Saved data entries:
"""
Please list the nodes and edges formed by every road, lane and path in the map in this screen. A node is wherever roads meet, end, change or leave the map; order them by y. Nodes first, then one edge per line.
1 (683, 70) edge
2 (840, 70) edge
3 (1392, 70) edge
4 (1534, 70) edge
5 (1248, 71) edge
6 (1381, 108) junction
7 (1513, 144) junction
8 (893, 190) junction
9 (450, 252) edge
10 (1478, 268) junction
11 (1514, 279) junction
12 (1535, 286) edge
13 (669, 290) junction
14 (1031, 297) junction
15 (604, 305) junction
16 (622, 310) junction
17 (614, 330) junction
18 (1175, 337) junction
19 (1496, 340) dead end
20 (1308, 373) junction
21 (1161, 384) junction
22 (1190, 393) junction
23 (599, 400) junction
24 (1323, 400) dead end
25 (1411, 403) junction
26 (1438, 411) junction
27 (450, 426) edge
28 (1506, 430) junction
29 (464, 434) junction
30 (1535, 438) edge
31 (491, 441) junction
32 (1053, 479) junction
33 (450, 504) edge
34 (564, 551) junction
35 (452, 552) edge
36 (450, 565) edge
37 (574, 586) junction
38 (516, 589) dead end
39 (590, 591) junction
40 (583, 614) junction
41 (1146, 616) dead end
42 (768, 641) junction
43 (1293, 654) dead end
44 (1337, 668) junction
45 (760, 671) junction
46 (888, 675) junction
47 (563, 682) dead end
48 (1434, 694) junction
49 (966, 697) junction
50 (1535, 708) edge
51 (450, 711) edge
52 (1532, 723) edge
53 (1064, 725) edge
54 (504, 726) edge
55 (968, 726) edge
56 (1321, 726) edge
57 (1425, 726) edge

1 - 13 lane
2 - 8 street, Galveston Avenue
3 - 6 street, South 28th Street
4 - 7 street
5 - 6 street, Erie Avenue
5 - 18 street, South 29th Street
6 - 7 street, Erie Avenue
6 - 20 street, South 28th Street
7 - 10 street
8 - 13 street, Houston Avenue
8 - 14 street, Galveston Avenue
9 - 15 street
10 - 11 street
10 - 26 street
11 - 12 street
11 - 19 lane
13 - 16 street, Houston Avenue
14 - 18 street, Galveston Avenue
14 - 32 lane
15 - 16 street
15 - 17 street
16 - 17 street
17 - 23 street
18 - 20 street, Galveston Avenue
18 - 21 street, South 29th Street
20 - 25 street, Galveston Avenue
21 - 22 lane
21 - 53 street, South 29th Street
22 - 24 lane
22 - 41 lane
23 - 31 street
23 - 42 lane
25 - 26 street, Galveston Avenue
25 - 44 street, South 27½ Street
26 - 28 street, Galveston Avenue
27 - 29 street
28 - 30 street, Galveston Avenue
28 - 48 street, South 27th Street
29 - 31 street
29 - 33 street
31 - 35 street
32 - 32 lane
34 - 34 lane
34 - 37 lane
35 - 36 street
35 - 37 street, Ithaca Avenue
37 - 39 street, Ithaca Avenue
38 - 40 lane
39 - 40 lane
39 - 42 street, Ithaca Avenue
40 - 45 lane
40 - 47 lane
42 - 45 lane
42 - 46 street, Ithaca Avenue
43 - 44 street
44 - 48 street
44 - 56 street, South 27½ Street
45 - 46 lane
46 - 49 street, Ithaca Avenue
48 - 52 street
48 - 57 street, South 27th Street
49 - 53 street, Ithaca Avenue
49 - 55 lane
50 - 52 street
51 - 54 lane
"""
The response must consist of all the data, reproduced without alteration.

ANSWER SECTION ::
Please list the nodes and edges formed by every road, lane and path in the map in this screen. A node is wherever roads meet, end, change or leave the map; order them by y. Nodes first, then one edge per line.
1 (683, 70) edge
2 (840, 70) edge
3 (1392, 70) edge
4 (1534, 70) edge
5 (1248, 71) edge
6 (1381, 108) junction
7 (1513, 144) junction
8 (893, 190) junction
9 (450, 252) edge
10 (1478, 268) junction
11 (1514, 279) junction
12 (1535, 286) edge
13 (669, 290) junction
14 (1031, 297) junction
15 (604, 305) junction
16 (622, 310) junction
17 (614, 330) junction
18 (1175, 337) junction
19 (1496, 340) dead end
20 (1308, 373) junction
21 (1161, 384) junction
22 (1190, 393) junction
23 (599, 400) junction
24 (1323, 400) dead end
25 (1411, 403) junction
26 (1438, 411) junction
27 (450, 426) edge
28 (1506, 430) junction
29 (464, 434) junction
30 (1535, 438) edge
31 (491, 441) junction
32 (1053, 479) junction
33 (450, 504) edge
34 (564, 551) junction
35 (452, 552) edge
36 (450, 565) edge
37 (574, 586) junction
38 (516, 589) dead end
39 (590, 591) junction
40 (583, 614) junction
41 (1146, 616) dead end
42 (768, 641) junction
43 (1293, 654) dead end
44 (1337, 668) junction
45 (760, 671) junction
46 (888, 675) junction
47 (563, 682) dead end
48 (1434, 694) junction
49 (966, 697) junction
50 (1535, 708) edge
51 (450, 711) edge
52 (1532, 723) edge
53 (1064, 725) edge
54 (504, 726) edge
55 (968, 726) edge
56 (1321, 726) edge
57 (1425, 726) edge

1 - 13 lane
2 - 8 street, Galveston Avenue
3 - 6 street, South 28th Street
4 - 7 street
5 - 6 street, Erie Avenue
5 - 18 street, South 29th Street
6 - 7 street, Erie Avenue
6 - 20 street, South 28th Street
7 - 10 street
8 - 13 street, Houston Avenue
8 - 14 street, Galveston Avenue
9 - 15 street
10 - 11 street
10 - 26 street
11 - 12 street
11 - 19 lane
13 - 16 street, Houston Avenue
14 - 18 street, Galveston Avenue
14 - 32 lane
15 - 16 street
15 - 17 street
16 - 17 street
17 - 23 street
18 - 20 street, Galveston Avenue
18 - 21 street, South 29th Street
20 - 25 street, Galveston Avenue
21 - 22 lane
21 - 53 street, South 29th Street
22 - 24 lane
22 - 41 lane
23 - 31 street
23 - 42 lane
25 - 26 street, Galveston Avenue
25 - 44 street, South 27½ Street
26 - 28 street, Galveston Avenue
27 - 29 street
28 - 30 street, Galveston Avenue
28 - 48 street, South 27th Street
29 - 31 street
29 - 33 street
31 - 35 street
32 - 32 lane
34 - 34 lane
34 - 37 lane
35 - 36 street
35 - 37 street, Ithaca Avenue
37 - 39 street, Ithaca Avenue
38 - 40 lane
39 - 40 lane
39 - 42 street, Ithaca Avenue
40 - 45 lane
40 - 47 lane
42 - 45 lane
42 - 46 street, Ithaca Avenue
43 - 44 street
44 - 48 street
44 - 56 street, South 27½ Street
45 - 46 lane
46 - 49 street, Ithaca Avenue
48 - 52 street
48 - 57 street, South 27th Street
49 - 53 street, Ithaca Avenue
49 - 55 lane
50 - 52 street
51 - 54 lane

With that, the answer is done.